[Exercise data — start]

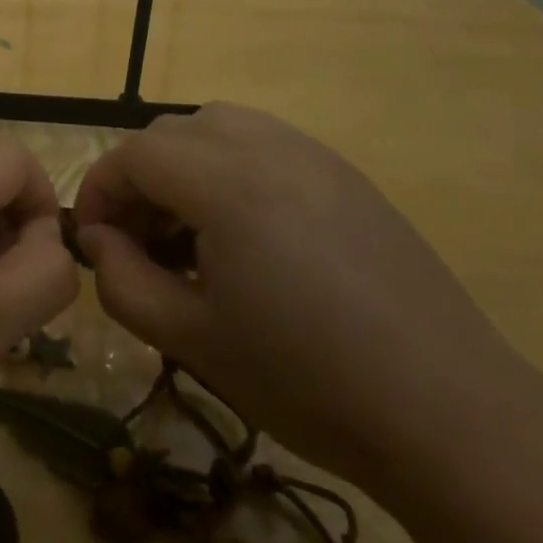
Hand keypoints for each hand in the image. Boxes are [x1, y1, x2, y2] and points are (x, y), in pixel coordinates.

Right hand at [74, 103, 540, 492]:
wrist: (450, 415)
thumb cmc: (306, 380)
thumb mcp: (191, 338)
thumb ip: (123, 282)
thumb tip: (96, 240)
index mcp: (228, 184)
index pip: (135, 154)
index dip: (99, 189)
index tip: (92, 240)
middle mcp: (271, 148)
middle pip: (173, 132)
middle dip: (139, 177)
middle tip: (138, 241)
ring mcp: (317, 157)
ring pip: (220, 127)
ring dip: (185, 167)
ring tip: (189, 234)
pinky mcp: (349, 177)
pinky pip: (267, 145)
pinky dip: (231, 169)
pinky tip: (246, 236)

[Exercise data — finish]

**What the task asks**
A verbatim copy of the data, with all pictures omitted, is the required output.

**Solution to the exercise**
Hand keypoints for each hand in the image. Boxes are [x1, y1, x2, y2] and points are (x, y), in pixel coordinates.

Right hand at [74, 103, 540, 492]:
wrist: (450, 415)
thumb cmc: (306, 380)
thumb mcp: (191, 338)
thumb ip: (123, 282)
thumb tip: (96, 240)
index mcp: (228, 184)
index pip: (135, 154)
index dip: (99, 189)
index tip: (92, 240)
middle mcp: (271, 148)
middle pip: (173, 132)
middle dip: (139, 177)
middle tip: (138, 241)
ring mcp: (317, 157)
ring pip: (220, 127)
ring dip: (185, 167)
ring tip: (189, 234)
pinky mcp: (349, 177)
pinky pip: (267, 145)
pinky dip: (231, 169)
pinky tip: (246, 236)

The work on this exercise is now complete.